Currently, for Microsoft Office attachments, Redmine does not show document content on the attachment page; users must download the file and open it locally to inspect it. This patch adds a practical inline preview that helps users quickly understand what the document contains and can reduce download/open steps in daily workflows.

Preview for a MS Word document:

Original MS Word document:

Actions #2

Updated by Go MAEDA 20 days ago

I have updated the patch.

This version uses Pandoc instead of MarkItDown to convert documents to Markdown. In my testing, Pandoc converts documents to Markdown much faster than MarkItDown. Switching to Pandoc also enables preview support for LibreOffice documents in addition to Microsoft Office documents.

Additionally, Pandoc is available from package managers on many Linux distributions, so admins can install and manage it in the same way as other Redmine dependencies, such as the database server and ImageMagick.

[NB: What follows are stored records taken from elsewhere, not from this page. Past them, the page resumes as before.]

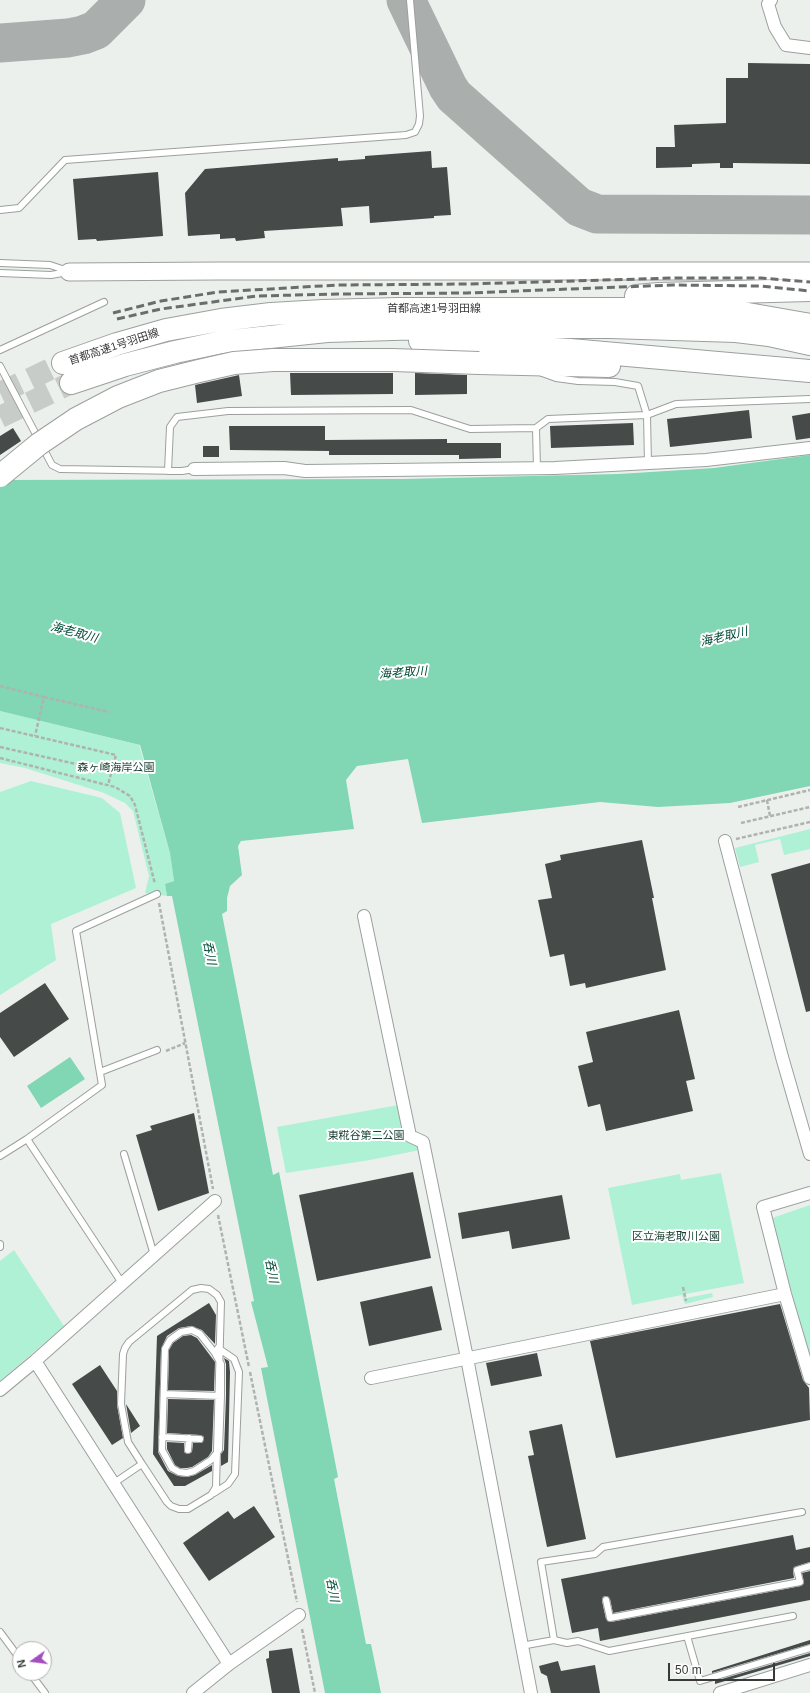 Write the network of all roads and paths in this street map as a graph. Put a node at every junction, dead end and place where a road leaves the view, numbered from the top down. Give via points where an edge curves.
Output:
1 (410, 0) edge
2 (770, 0) edge
3 (810, 48) edge
4 (0, 210) edge
5 (0, 263) edge
6 (810, 271) edge
7 (69, 272) junction
8 (0, 273) edge
9 (810, 290) edge
10 (104, 302) dead end
11 (493, 309) junction
12 (810, 324) edge
13 (772, 326) junction
14 (271, 336) junction
15 (810, 344) edge
16 (0, 350) edge
17 (63, 363) tunnel mouth
18 (517, 364) junction
19 (732, 364) junction
20 (0, 366) edge
21 (810, 371) edge
22 (71, 383) tunnel mouth
23 (810, 399) edge
24 (647, 415) junction
25 (536, 428) junction
26 (810, 448) edge
27 (648, 464) junction
28 (194, 469) joint
29 (537, 469) junction
30 (168, 471) junction
31 (0, 476) edge
32 (0, 686) edge
33 (44, 697) junction
34 (109, 712) dead end
35 (0, 728) edge
36 (35, 736) junction
37 (0, 746) edge
38 (0, 758) edge
39 (112, 772) junction
40 (108, 785) junction
41 (810, 790) edge
42 (767, 800) junction
43 (738, 807) dead end
44 (810, 807) edge
45 (770, 816) junction
46 (810, 822) edge
47 (740, 823) dead end
48 (725, 841) joint
49 (157, 894) junction
50 (364, 916) dead end
51 (185, 1043) junction
52 (157, 1050) joint
53 (100, 1072) junction
54 (27, 1139) junction
55 (124, 1154) dead end
56 (810, 1154) edge
57 (0, 1156) edge
58 (810, 1193) edge
59 (215, 1201) junction
60 (0, 1244) edge
61 (0, 1247) edge
62 (154, 1255) junction
63 (122, 1283) junction
64 (683, 1287) dead end
65 (786, 1294) junction
66 (693, 1300) dead end
67 (205, 1340) junction
68 (467, 1358) junction
69 (35, 1361) junction
70 (371, 1378) dead end
71 (810, 1378) edge
72 (0, 1390) edge
73 (164, 1394) junction
74 (221, 1396) junction
75 (162, 1437) junction
76 (189, 1438) junction
77 (200, 1439) dead end
78 (188, 1450) dead end
79 (142, 1464) junction
80 (114, 1483) junction
81 (211, 1495) junction
82 (802, 1512) dead end
83 (810, 1566) edge
84 (606, 1600) dead end
85 (300, 1615) junction
86 (793, 1616) dead end
87 (0, 1632) edge
88 (687, 1636) junction
89 (554, 1640) junction
90 (522, 1646) junction
91 (12, 1648) edge
92 (810, 1648) edge
93 (230, 1664) junction
94 (810, 1665) edge
95 (36, 1681) edge
96 (45, 1693) edge
97 (193, 1693) edge
98 (315, 1693) edge
99 (531, 1693) edge
100 (720, 1693) edge

1 - 4 lane via 420,116 415,132 406,135 65,160 20,208
2 - 3 street via 768,4 775,27 786,45
5 - 7 lane via 50,265
6 - 7 street
7 - 8 lane via 51,275
9 - 11 highway via 659,294
10 - 16 lane
11 - 13 highway, 首都高速1号羽田線 via 712,310
11 - 17 highway, 首都高速1号羽田線 via 330,310 221,320 166,330
12 - 13 highway, 首都高速1号羽田線
13 - 14 highway, 首都高速1号羽田線 via 736,331 491,327 327,331
13 - 15 highway, 首都高速1号羽田線
14 - 19 highway via 515,347
14 - 22 highway, 首都高速1号羽田線 via 222,342 175,352
18 - 19 highway
18 - 24 lane via 556,378 638,386
18 - 31 highway, bridge via 393,360 273,360 234,363 159,381 118,397 76,419 39,444
19 - 21 highway
20 - 30 lane via 52,465 60,469
23 - 24 lane via 676,404
24 - 25 lane via 548,419
24 - 27 lane
25 - 29 lane
25 - 30 lane via 470,429 411,410 228,411 178,417 170,427
26 - 27 street
27 - 29 street
28 - 29 street
28 - 30 lane
32 - 33 path
33 - 34 path
33 - 36 path
35 - 36 path
36 - 39 path via 116,755
37 - 39 path
38 - 40 path
39 - 40 path
40 - 49 path via 130,796 136,805
41 - 42 path
42 - 43 path
42 - 45 path
44 - 45 path
45 - 47 path
46 - 48 path
48 - 56 street
49 - 51 path
49 - 53 lane via 76,931
50 - 68 street via 410,1136 423,1142
51 - 52 path via 162,1053
51 - 59 path
52 - 53 lane
53 - 54 lane via 102,1085
54 - 57 lane
54 - 63 lane
55 - 62 lane
58 - 65 street via 763,1208
59 - 62 street
59 - 85 path
60 - 61 lane
62 - 63 street
63 - 69 street
64 - 66 path via 686,1301
65 - 68 street
65 - 71 street
67 - 73 lane via 192,1330 181,1332 170,1340 165,1349
67 - 74 lane via 221,1364
67 - 81 lane via 234,1359 239,1372 235,1474 228,1484
68 - 70 street
68 - 90 street
69 - 72 street
69 - 80 street
73 - 74 lane
73 - 75 lane
74 - 75 lane via 219,1450 211,1460 194,1471 179,1472 172,1468 164,1456
75 - 76 lane
76 - 77 lane
76 - 78 lane
79 - 80 lane
79 - 81 lane via 171,1506 188,1509
79 - 81 lane via 128,1442 121,1404 125,1348 192,1290 209,1289 221,1302 216,1487
80 - 93 street
82 - 89 lane via 603,1546 595,1554 541,1562
83 - 84 lane via 797,1570 800,1582 610,1618
85 - 93 street
85 - 98 path
86 - 88 lane
87 - 91 lane
88 - 89 lane via 609,1651 578,1641 567,1643
88 - 92 lane via 700,1681
89 - 90 lane
90 - 99 street
93 - 97 street
94 - 100 street
95 - 96 lane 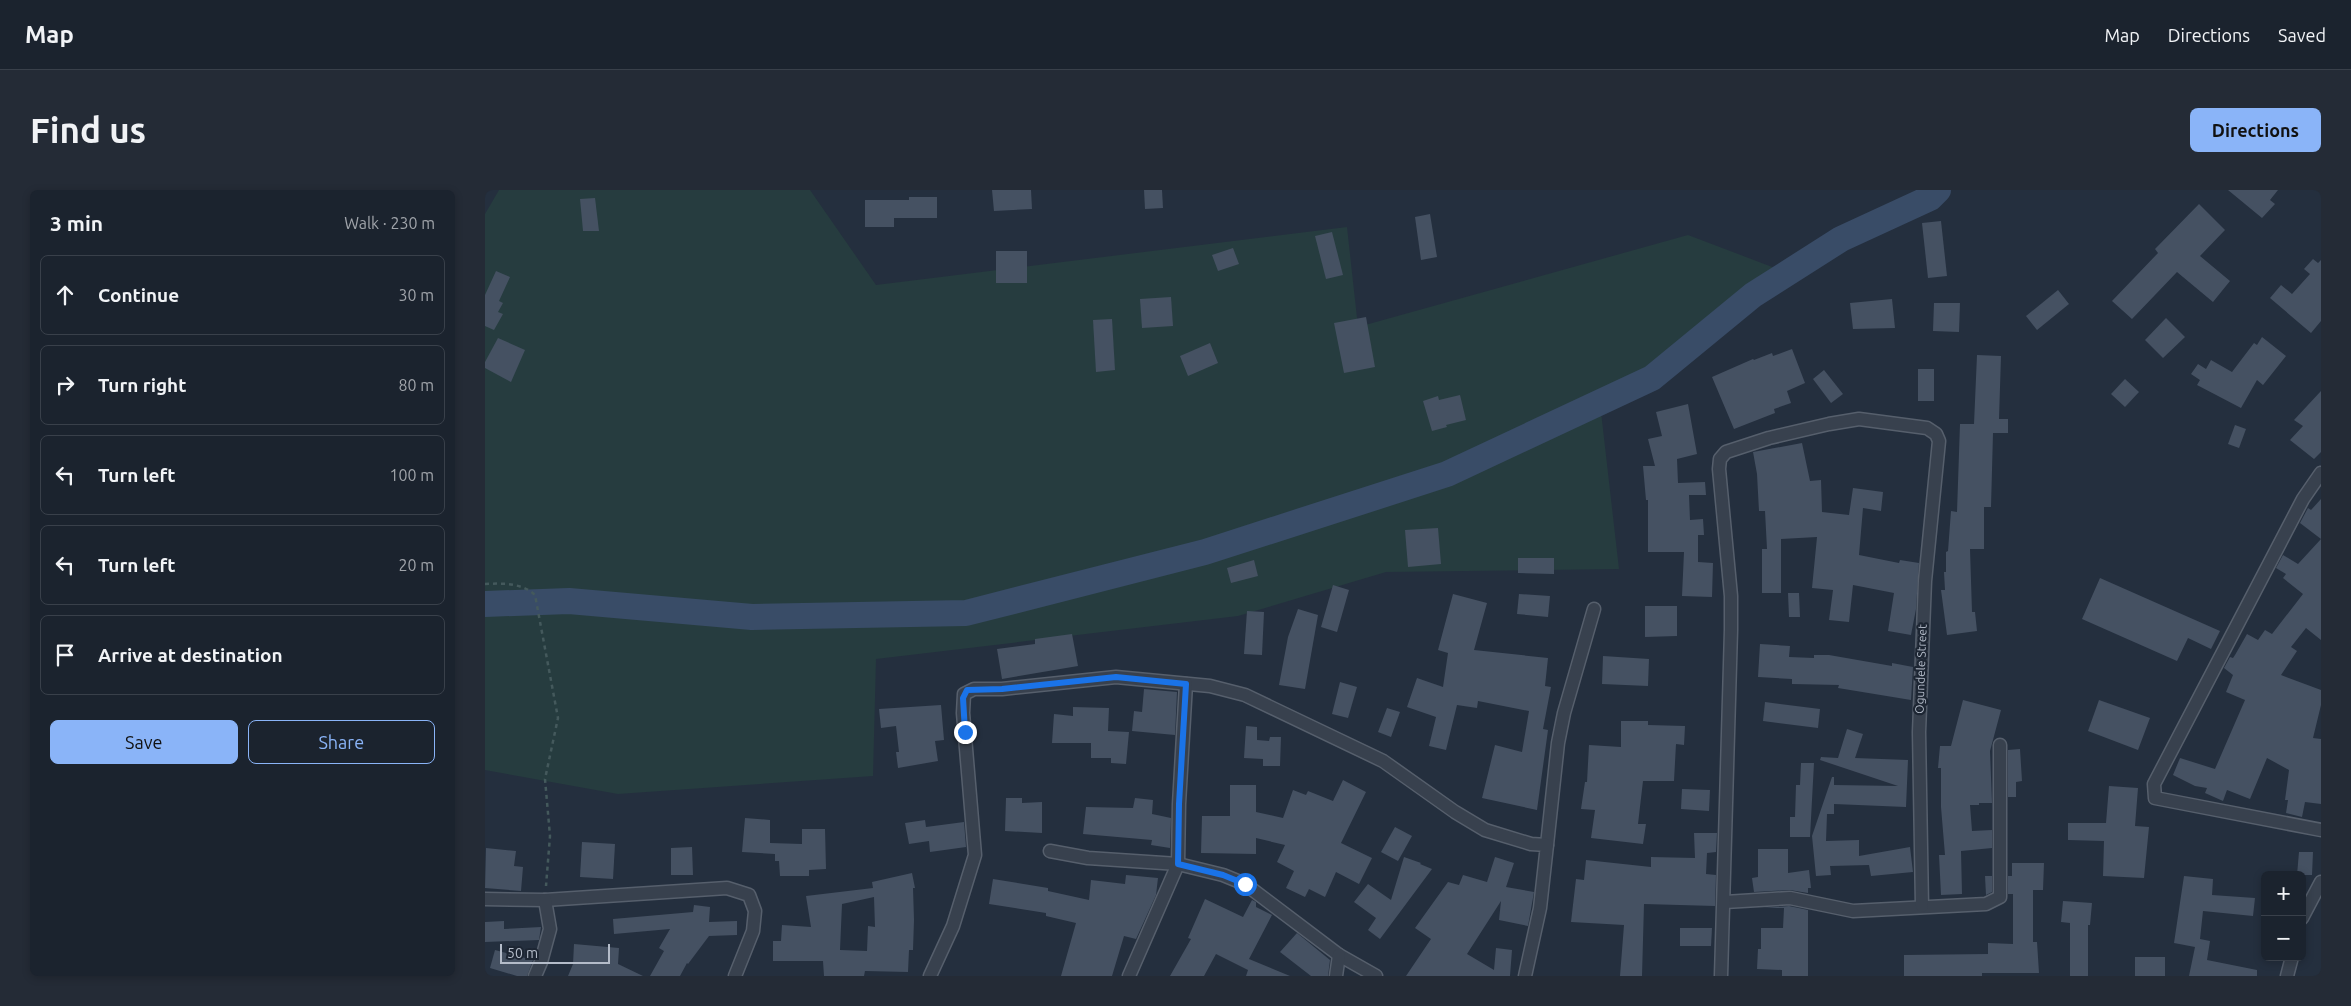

MarkItDown usually requires Python's pip.

Actions #3

Updated by Go MAEDA 19 days ago

  • Target version changed from Candidate for next major release to 7.0.0

Setting the target version to 7.0.0.

Actions #4

Updated by Florian Walchshofer 19 days ago

thanks for this Go MAEDA, i like the .md convert for a preview

This additional patch provides some improvements to the initial Pandoc integration 0001-Add-Microsoft-Office-and-LibreOffice-documents-previ.patch

first i install pandoc, via apt install pandoc often provides version 3.1, which I found to be insufficient. In version 3.1, .xlsx conversion is not yet available/stable, leading to infinite loops where the process never finishes. Reliable support for .xlsx requires at least version 3.2, while .pptx is fully supported since version 3.8.3.
then i install pandoc 3.9 via .db file and the .xlsx convert runs

On my system, the timeout mechanism failed to terminate the Pandoc process.
The process continued to run until completion regardless of the timeout. I have refactored the execution to use Process.spawn with proper arguments and added Process.detach(pid).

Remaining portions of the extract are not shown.